Related guides and gear
FAQs
Quick fish questions
Short answers for the questions families and coastal readers often ask first.
Are thornback rays good to eat?
Very. The wings are the prize: meaty white flesh with a faint shellfish note that lifts off the cartilage in clean strands. Skinned, pan-fried and finished with brown butter, capers, lemon and parsley, it's a plate that converts people who think they don't like ray.
How do you skin ray wings?
Lay the wing flat and slide a sharp filleting knife in at the thick edge. Run it along just above the cartilage, keeping the blade angled down, to peel away the skin and the thin membrane beneath in a single sheet. Turn the wing and repeat on the other side. The flesh then strips off the cartilage easily once cooked.
What is the best bait for thornback ray?
Fresh, oily baits win. Prawn, squid, sandeel, mackerel and crab all work, but freshness is the real difference-maker. A thornback follows scent on the tide, so the fresher and oilier the bait sitting on the bottom, the better your odds of a take.
Is thornback ray sustainable?
It needs care. Thornback ray populations have been hit hard by overfishing in places and the species appears on conservation watch-lists, so it isn't one to take freely.

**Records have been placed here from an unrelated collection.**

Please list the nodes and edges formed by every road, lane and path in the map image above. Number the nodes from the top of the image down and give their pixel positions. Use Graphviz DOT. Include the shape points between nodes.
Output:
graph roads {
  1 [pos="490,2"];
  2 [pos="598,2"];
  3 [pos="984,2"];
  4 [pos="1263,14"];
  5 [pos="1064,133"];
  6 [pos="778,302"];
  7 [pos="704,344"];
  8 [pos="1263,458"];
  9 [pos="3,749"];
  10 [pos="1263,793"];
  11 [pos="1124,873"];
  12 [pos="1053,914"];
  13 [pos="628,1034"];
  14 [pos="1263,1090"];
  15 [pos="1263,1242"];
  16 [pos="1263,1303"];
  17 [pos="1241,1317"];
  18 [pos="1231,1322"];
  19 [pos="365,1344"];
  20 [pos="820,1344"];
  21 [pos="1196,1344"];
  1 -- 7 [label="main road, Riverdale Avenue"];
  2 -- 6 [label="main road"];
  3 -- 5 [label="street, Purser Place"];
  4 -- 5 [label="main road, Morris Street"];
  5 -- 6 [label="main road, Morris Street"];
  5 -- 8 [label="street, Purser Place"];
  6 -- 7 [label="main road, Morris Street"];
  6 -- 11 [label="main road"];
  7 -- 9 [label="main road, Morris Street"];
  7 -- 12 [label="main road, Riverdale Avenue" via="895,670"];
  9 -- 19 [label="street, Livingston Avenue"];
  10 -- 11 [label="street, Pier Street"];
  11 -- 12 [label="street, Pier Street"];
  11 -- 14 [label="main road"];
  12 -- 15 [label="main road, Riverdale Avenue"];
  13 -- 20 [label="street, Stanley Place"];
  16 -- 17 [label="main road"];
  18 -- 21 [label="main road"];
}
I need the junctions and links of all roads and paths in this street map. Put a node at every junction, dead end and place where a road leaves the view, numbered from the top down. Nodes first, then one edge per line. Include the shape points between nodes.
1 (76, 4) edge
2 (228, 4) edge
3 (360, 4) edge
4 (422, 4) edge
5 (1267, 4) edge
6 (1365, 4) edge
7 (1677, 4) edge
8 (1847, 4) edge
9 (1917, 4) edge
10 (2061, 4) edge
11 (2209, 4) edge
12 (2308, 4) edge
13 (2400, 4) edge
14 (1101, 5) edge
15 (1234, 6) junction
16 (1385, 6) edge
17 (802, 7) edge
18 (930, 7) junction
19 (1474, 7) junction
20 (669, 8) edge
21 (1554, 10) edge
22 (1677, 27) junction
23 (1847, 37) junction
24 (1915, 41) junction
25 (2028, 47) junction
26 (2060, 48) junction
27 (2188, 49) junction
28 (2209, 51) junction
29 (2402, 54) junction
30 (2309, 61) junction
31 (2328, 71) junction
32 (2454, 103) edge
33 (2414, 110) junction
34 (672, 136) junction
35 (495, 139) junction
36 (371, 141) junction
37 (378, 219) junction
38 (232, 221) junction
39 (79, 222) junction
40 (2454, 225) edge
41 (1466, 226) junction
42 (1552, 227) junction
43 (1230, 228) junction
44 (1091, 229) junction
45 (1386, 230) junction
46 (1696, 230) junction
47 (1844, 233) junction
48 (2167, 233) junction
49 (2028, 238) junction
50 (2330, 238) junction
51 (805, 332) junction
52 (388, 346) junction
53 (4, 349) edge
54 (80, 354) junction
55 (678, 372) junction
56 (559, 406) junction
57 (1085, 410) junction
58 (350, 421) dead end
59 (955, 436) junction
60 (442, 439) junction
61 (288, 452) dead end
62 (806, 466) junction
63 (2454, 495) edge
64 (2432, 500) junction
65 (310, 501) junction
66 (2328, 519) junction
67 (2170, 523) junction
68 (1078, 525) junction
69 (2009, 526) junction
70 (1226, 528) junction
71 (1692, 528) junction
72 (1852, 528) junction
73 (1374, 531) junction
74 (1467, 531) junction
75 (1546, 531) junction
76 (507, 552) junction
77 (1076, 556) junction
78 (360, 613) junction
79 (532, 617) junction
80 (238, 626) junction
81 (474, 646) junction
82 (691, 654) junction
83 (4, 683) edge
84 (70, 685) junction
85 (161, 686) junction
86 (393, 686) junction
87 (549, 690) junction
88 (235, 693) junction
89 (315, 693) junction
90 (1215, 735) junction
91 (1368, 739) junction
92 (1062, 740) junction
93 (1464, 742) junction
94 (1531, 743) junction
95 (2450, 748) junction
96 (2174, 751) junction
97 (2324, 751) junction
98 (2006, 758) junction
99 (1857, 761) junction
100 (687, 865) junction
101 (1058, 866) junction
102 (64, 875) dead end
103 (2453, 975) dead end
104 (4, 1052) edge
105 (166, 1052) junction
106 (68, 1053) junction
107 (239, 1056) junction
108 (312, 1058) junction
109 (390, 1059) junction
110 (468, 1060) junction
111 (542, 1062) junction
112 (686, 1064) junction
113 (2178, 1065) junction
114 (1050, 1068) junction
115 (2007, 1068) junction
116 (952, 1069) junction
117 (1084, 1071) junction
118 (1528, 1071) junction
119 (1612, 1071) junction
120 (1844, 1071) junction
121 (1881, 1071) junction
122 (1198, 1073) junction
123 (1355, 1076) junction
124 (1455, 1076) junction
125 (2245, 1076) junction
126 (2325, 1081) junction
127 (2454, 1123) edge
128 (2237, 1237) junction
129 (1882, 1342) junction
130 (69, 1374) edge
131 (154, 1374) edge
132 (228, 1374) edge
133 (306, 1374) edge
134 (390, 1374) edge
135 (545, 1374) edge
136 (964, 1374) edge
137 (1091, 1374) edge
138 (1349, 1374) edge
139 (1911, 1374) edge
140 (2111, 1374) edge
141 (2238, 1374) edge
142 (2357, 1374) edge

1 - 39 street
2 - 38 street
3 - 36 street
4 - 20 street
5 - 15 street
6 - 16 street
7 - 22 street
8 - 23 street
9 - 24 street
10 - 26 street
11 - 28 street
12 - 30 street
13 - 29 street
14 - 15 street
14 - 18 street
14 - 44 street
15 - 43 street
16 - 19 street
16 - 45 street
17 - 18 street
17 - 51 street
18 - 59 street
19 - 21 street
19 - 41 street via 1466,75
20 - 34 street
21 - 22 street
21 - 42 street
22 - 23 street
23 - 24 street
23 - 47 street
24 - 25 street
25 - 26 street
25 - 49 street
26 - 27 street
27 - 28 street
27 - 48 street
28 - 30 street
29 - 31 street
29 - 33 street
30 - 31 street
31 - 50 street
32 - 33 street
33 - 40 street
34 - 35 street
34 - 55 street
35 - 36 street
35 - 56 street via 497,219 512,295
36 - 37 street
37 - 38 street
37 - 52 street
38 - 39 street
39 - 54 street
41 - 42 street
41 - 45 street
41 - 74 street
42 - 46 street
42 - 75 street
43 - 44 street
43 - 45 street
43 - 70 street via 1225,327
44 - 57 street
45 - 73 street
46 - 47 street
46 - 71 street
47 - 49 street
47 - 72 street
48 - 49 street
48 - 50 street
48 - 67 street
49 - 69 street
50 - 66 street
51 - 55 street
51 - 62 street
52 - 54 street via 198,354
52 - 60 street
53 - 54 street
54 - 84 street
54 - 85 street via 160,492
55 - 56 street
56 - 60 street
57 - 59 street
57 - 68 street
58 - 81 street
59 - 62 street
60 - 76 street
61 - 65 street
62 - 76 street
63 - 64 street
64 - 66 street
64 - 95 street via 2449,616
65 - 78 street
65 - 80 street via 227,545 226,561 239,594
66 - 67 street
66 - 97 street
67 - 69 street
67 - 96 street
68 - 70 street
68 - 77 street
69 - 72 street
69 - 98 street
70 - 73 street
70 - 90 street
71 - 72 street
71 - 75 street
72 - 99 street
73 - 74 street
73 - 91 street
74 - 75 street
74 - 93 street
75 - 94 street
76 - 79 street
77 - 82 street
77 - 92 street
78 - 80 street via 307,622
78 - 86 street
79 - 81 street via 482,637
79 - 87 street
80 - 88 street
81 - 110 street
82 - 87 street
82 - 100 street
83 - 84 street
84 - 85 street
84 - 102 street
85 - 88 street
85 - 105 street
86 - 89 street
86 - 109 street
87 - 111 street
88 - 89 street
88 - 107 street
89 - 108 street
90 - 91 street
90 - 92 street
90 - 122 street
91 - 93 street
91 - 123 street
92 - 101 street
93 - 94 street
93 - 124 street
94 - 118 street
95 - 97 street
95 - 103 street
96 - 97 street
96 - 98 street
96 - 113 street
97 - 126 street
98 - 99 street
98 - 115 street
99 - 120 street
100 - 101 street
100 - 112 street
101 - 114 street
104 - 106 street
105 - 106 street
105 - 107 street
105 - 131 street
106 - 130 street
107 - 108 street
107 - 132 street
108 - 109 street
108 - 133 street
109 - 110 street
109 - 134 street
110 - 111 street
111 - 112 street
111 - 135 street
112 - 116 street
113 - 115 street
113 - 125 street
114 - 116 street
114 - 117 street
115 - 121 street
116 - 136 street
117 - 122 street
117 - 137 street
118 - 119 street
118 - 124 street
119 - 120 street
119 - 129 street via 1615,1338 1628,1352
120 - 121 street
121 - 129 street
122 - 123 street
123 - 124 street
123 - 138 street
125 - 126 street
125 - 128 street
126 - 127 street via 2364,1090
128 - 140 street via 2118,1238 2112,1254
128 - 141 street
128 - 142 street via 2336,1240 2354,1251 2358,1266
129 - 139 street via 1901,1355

If you're keeping one for the table, take a single fish and return the rest gently, and check the latest local guidance before you fish.
Is there a size limit for thornback ray in the UK?
There's no national minimum size for thornback ray; limits are set by local IFCA byelaws and vary, and Cornwall sets no specific minimum of its own, so always check the current local rules before keeping one and return unwanted fish carefully. Pressure also varies by area - healthier off North Cornwall, of more concern on the south coast.